I was anything but healthy. Although I was never officially diagnosed with an eating disorder, I developed a toxic relationship with food and a distorted view of my body.
On top of this, I felt disposable to the team: I was only ever worth as much as my last race. If I performed well, I was king of the world. But that could flip from one race to the next.
I was proud of my career, but it had taken its toll. I didn’t have many days off. I missed important family events. I was away from home a lot, and even when I was home, I wasn’t really there because I was exhausted or preoccupied. In short, I wasn’t the best version of myself.
Fortunately, there were people — friends and a few professionals — who encouraged me to take better care of myself. As I matured as a racer and a person, I finally started to listen to them.
After the UAE Tour, I’d had enough. I decided to finish the season and retire. It was time for me to put my health and well-being first.
Part of that transition would entail finding a new way to support myself — letting go of the professional cyclist part of my identity. But I knew the hardest part would be unlearning the thoughts and behaviors I’d adopted around food and eating.
De-Professionalizing
It’s not uncommon for professional athletes to struggle in retirement. We must find new careers, new identities. We have to adopt new lifestyles, discovering ways to spend the extra time and energy we once spent on training.
Some of us have to acknowledge and work through dysfunctional habits and perspectives we developed to maintain elite status. Five years in, I’m proud of the progress I’ve made.
I live in Tulsa, Okla., with my girlfriend, Cassie. She and I met while cycling, and the sport is a big part of our lives. (As we did last fall, we’ll be racing the Life Time Big Sugar Classic this October.) I’ve learned a new trade in auto-body repair and have settled into the rhythm of “normal” life.
Learning to eat without fixating on weight has been my biggest struggle, but I remember my mom’s wisdom: Even though other people can’t see it, there are always things we need to do to take care of ourselves.
With Cassie’s help, I’m taking care of my mental health around food. She understands my thought processes and has helped me shift my thinking. Being able to vocalize my concerns to her — and to close friends I trust — has helped.
It’s taken time, but I’ve learned I can eat regular meals even on days I don’t ride. I’m learning to relax as my body finds its natural weight.

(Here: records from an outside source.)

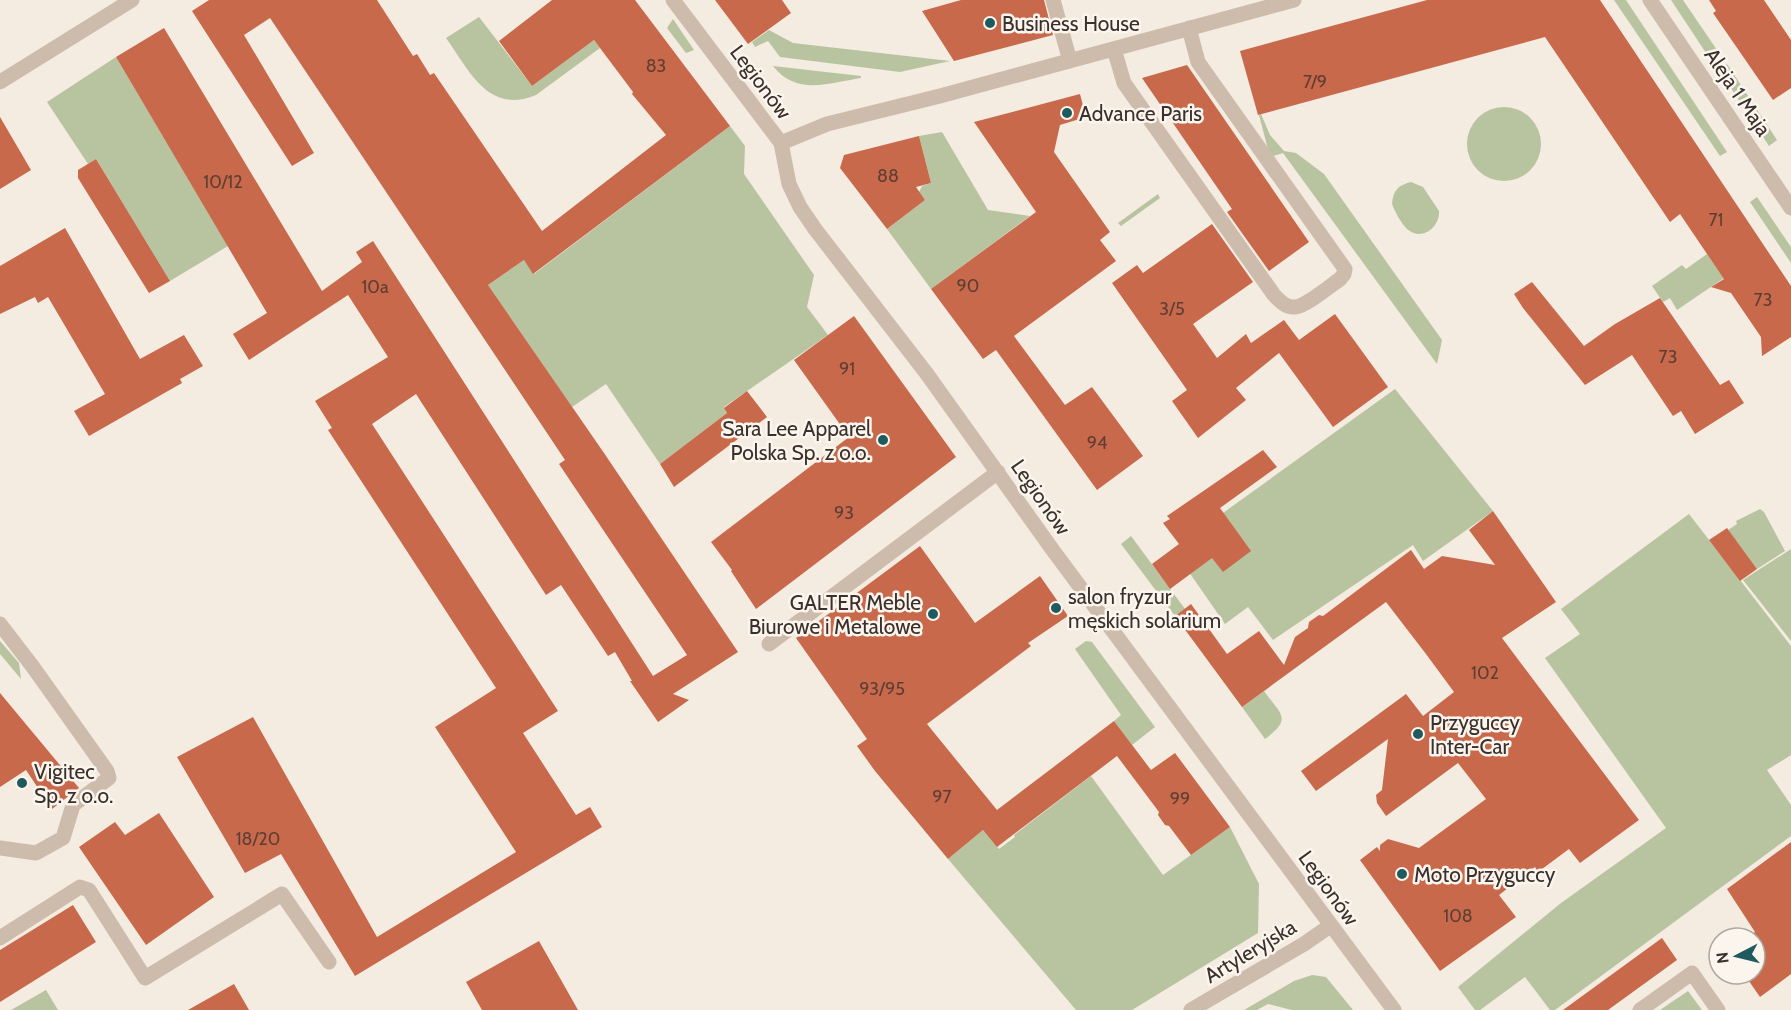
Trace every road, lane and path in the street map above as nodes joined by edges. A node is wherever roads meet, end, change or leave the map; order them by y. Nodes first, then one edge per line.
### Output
1 (132, 0) edge
2 (673, 0) edge
3 (1053, 0) edge
4 (1293, 0) edge
5 (1650, 0) edge
6 (1189, 28) junction
7 (1114, 49) junction
8 (1070, 61) junction
9 (0, 82) edge
10 (781, 143) junction
11 (1791, 208) edge
12 (998, 472) junction
13 (0, 624) edge
14 (769, 644) dead end
15 (0, 848) edge
16 (1330, 926) junction
17 (0, 938) edge
18 (329, 962) dead end
19 (1643, 1009) edge
20 (1191, 1010) edge
21 (1394, 1010) edge
22 (1719, 1010) edge

1 - 9 street
2 - 10 street, Legionów
3 - 8 street
4 - 6 street
5 - 11 street, Aleja 1 Maja
6 - 7 street
6 - 7 street
7 - 8 street
8 - 10 street
10 - 12 street, Legionów
12 - 14 street
12 - 16 street, Legionów
13 - 15 street
16 - 20 street, Artyleryjska
16 - 21 street, Legionów
17 - 18 street
19 - 22 street

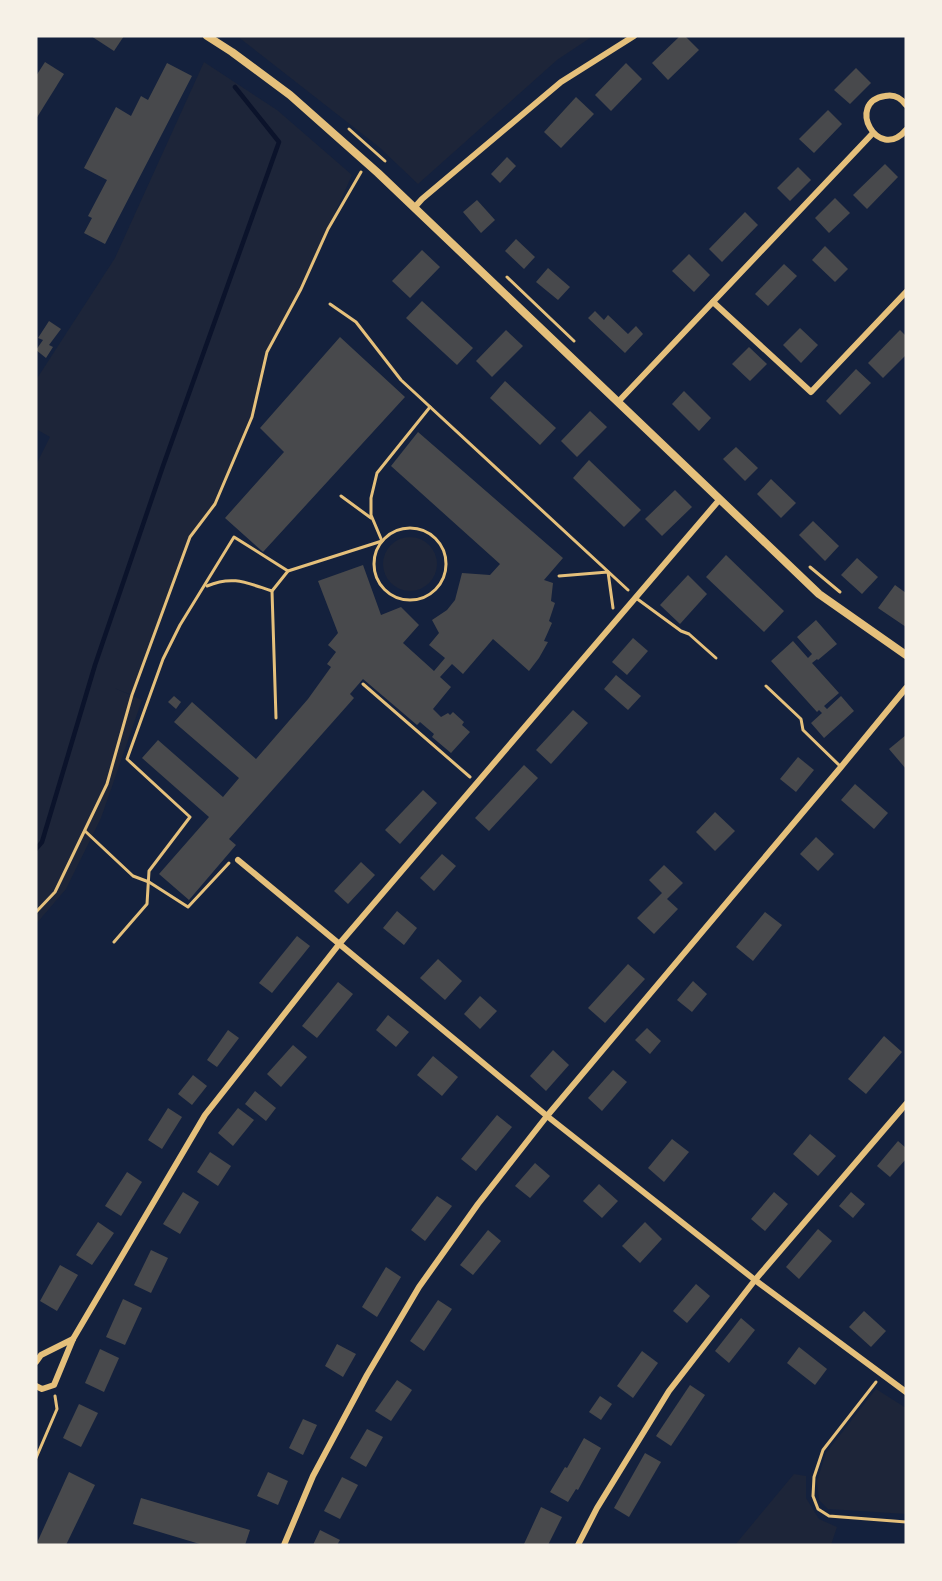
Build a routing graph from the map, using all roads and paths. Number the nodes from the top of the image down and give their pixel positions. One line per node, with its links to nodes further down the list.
1 (207, 36): 6 (street)
2 (634, 36): 7 (street)
3 (906, 105): 5 (street)
4 (906, 130): 5 (street)
5 (873, 134): 9 (street)
6 (366, 163): 7 (street); 32 (path)
7 (414, 208): 11 (street)
8 (906, 292): 9 (street)
9 (713, 302): 11 (street)
10 (330, 304): 12 (path)
11 (618, 402): 14 (street)
12 (430, 407): 15 (path); 18 (path)
13 (341, 496): 15 (path)
14 (720, 499): 22 (street); 24 (street)
15 (372, 519): 16 (path)
16 (381, 541): 16 (path); 17 (path)
17 (288, 572): 20 (path); 21 (path)
18 (608, 572): 19 (path); 22 (path); 23 (path)
19 (559, 576)
20 (205, 587): 21 (path); 34 (path)
21 (272, 591): 29 (path)
22 (636, 598): 23 (street); 25 (lane)
23 (614, 622): 31 (street)
24 (906, 655)
25 (716, 657)
26 (363, 684): 31 (path)
27 (766, 686): 30 (lane)
28 (906, 688): 30 (street)
29 (276, 718)
30 (841, 767): 39 (street)
31 (477, 783): 37 (street)
32 (85, 831): 34 (path); 35 (path)
33 (238, 860): 34 (path); 37 (street)
34 (148, 882): 36 (path)
35 (36, 912)
36 (114, 942)
37 (340, 944): 39 (street); 41 (street)
38 (906, 1104): 40 (street)
39 (548, 1116): 40 (street); 49 (street)
40 (755, 1280): 43 (street); 50 (street)
41 (73, 1339): 42 (street); 44 (street)
42 (36, 1362)
43 (882, 1374): 46 (street); 48 (path)
44 (54, 1385): 45 (street); 47 (path)
45 (36, 1386)
46 (906, 1392)
47 (36, 1458)
48 (906, 1522)
49 (284, 1545)
50 (578, 1545)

I know my struggle around food will be with me for a long time. But I also know how much better I feel in my body and mind. I don’t have stress around food these days. I can enjoy my passion for training and competing without having it take over my well-being — and I’m excited for whatever comes next.
Fabio’s Top 3 Takeaways
- Build your own team. “Surround yourself with people who care about you and want the best for you.”
- Choose your own metrics. “Control what you can and don’t get beaten down by what you can’t — it’s only a failure if you don’t learn from it.”
- Trust your body. “Your body is good at telling you what it needs. If you’re hungry, eat. If you’re thirsty, drink. If you’re craving a big steak, you probably need it!”